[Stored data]
....
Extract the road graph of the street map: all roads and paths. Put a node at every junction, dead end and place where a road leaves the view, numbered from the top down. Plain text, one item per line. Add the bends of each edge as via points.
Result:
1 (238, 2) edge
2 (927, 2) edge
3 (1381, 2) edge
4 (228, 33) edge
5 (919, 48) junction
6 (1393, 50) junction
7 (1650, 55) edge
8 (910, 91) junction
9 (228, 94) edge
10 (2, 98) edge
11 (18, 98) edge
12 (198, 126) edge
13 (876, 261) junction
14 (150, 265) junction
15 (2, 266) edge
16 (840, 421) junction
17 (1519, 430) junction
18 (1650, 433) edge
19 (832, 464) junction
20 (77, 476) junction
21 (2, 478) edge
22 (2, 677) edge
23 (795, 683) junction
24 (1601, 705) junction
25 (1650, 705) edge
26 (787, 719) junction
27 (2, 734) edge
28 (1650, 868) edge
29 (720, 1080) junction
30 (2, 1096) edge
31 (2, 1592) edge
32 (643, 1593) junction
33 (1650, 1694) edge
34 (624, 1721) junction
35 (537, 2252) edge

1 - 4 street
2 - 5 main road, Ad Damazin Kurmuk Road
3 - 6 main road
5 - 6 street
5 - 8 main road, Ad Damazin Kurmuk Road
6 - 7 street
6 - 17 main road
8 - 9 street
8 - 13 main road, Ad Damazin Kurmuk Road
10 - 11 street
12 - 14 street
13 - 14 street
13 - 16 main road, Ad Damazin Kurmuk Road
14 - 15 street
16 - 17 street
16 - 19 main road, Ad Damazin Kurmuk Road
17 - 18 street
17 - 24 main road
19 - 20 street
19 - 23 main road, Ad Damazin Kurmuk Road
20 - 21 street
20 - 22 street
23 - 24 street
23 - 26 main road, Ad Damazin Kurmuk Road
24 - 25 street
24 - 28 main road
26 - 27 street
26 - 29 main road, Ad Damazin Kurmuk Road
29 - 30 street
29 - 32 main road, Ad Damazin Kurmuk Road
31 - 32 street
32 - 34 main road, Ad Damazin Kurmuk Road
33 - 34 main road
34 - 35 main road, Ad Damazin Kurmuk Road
....
WORK REQUEST> Copy the records word for word.

TASK RESULT>
Extract the road graph of the street map: all roads and paths. Put a node at every junction, dead end and place where a road leaves the view, numbered from the top down. Plain text, one item per line. Add the bends of each edge as via points.
Result:
1 (238, 2) edge
2 (927, 2) edge
3 (1381, 2) edge
4 (228, 33) edge
5 (919, 48) junction
6 (1393, 50) junction
7 (1650, 55) edge
8 (910, 91) junction
9 (228, 94) edge
10 (2, 98) edge
11 (18, 98) edge
12 (198, 126) edge
13 (876, 261) junction
14 (150, 265) junction
15 (2, 266) edge
16 (840, 421) junction
17 (1519, 430) junction
18 (1650, 433) edge
19 (832, 464) junction
20 (77, 476) junction
21 (2, 478) edge
22 (2, 677) edge
23 (795, 683) junction
24 (1601, 705) junction
25 (1650, 705) edge
26 (787, 719) junction
27 (2, 734) edge
28 (1650, 868) edge
29 (720, 1080) junction
30 (2, 1096) edge
31 (2, 1592) edge
32 (643, 1593) junction
33 (1650, 1694) edge
34 (624, 1721) junction
35 (537, 2252) edge

1 - 4 street
2 - 5 main road, Ad Damazin Kurmuk Road
3 - 6 main road
5 - 6 street
5 - 8 main road, Ad Damazin Kurmuk Road
6 - 7 street
6 - 17 main road
8 - 9 street
8 - 13 main road, Ad Damazin Kurmuk Road
10 - 11 street
12 - 14 street
13 - 14 street
13 - 16 main road, Ad Damazin Kurmuk Road
14 - 15 street
16 - 17 street
16 - 19 main road, Ad Damazin Kurmuk Road
17 - 18 street
17 - 24 main road
19 - 20 street
19 - 23 main road, Ad Damazin Kurmuk Road
20 - 21 street
20 - 22 street
23 - 24 street
23 - 26 main road, Ad Damazin Kurmuk Road
24 - 25 street
24 - 28 main road
26 - 27 street
26 - 29 main road, Ad Damazin Kurmuk Road
29 - 30 street
29 - 32 main road, Ad Damazin Kurmuk Road
31 - 32 street
32 - 34 main road, Ad Damazin Kurmuk Road
33 - 34 main road
34 - 35 main road, Ad Damazin Kurmuk Road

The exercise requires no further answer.